Task inputs below:
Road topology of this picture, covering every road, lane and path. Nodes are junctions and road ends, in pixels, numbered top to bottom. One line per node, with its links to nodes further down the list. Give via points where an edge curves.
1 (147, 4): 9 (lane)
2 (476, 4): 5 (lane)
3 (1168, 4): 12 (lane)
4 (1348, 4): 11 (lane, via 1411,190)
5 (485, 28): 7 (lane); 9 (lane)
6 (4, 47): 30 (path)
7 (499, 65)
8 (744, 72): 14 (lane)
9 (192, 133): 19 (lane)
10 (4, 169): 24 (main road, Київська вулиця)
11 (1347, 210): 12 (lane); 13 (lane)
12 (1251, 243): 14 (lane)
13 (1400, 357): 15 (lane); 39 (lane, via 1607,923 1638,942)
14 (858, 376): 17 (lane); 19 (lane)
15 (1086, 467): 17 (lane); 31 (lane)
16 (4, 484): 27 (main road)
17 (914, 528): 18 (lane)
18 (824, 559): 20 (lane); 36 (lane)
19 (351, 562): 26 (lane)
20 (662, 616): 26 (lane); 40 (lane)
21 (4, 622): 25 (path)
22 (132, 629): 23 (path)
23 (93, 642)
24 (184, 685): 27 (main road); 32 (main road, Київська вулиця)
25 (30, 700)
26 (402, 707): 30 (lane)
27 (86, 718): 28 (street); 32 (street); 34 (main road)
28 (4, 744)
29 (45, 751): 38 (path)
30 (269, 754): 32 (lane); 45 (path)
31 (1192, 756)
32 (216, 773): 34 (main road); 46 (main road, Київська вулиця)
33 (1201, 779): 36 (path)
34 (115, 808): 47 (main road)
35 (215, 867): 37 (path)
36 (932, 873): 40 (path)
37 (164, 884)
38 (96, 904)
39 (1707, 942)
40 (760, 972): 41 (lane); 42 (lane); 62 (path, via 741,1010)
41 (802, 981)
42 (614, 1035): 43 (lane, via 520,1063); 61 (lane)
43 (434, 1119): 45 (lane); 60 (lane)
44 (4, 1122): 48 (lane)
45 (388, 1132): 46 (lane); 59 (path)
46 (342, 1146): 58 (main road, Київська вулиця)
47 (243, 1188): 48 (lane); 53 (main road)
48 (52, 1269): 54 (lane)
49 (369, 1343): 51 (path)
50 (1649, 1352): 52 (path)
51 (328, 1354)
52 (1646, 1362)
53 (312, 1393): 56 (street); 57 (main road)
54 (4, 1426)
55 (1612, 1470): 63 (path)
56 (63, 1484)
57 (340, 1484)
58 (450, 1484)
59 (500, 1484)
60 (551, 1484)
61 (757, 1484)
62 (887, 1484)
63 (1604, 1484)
End of Task inputs.
The records are to be retyped exactly. No line may be skipped.

Exercise response:
Road topology of this picture, covering every road, lane and path. Nodes are junctions and road ends, in pixels, numbered top to bottom. One line per node, with its links to nodes further down the list. Give via points where an edge curves.
1 (147, 4): 9 (lane)
2 (476, 4): 5 (lane)
3 (1168, 4): 12 (lane)
4 (1348, 4): 11 (lane, via 1411,190)
5 (485, 28): 7 (lane); 9 (lane)
6 (4, 47): 30 (path)
7 (499, 65)
8 (744, 72): 14 (lane)
9 (192, 133): 19 (lane)
10 (4, 169): 24 (main road, Київська вулиця)
11 (1347, 210): 12 (lane); 13 (lane)
12 (1251, 243): 14 (lane)
13 (1400, 357): 15 (lane); 39 (lane, via 1607,923 1638,942)
14 (858, 376): 17 (lane); 19 (lane)
15 (1086, 467): 17 (lane); 31 (lane)
16 (4, 484): 27 (main road)
17 (914, 528): 18 (lane)
18 (824, 559): 20 (lane); 36 (lane)
19 (351, 562): 26 (lane)
20 (662, 616): 26 (lane); 40 (lane)
21 (4, 622): 25 (path)
22 (132, 629): 23 (path)
23 (93, 642)
24 (184, 685): 27 (main road); 32 (main road, Київська вулиця)
25 (30, 700)
26 (402, 707): 30 (lane)
27 (86, 718): 28 (street); 32 (street); 34 (main road)
28 (4, 744)
29 (45, 751): 38 (path)
30 (269, 754): 32 (lane); 45 (path)
31 (1192, 756)
32 (216, 773): 34 (main road); 46 (main road, Київська вулиця)
33 (1201, 779): 36 (path)
34 (115, 808): 47 (main road)
35 (215, 867): 37 (path)
36 (932, 873): 40 (path)
37 (164, 884)
38 (96, 904)
39 (1707, 942)
40 (760, 972): 41 (lane); 42 (lane); 62 (path, via 741,1010)
41 (802, 981)
42 (614, 1035): 43 (lane, via 520,1063); 61 (lane)
43 (434, 1119): 45 (lane); 60 (lane)
44 (4, 1122): 48 (lane)
45 (388, 1132): 46 (lane); 59 (path)
46 (342, 1146): 58 (main road, Київська вулиця)
47 (243, 1188): 48 (lane); 53 (main road)
48 (52, 1269): 54 (lane)
49 (369, 1343): 51 (path)
50 (1649, 1352): 52 (path)
51 (328, 1354)
52 (1646, 1362)
53 (312, 1393): 56 (street); 57 (main road)
54 (4, 1426)
55 (1612, 1470): 63 (path)
56 (63, 1484)
57 (340, 1484)
58 (450, 1484)
59 (500, 1484)
60 (551, 1484)
61 (757, 1484)
62 (887, 1484)
63 (1604, 1484)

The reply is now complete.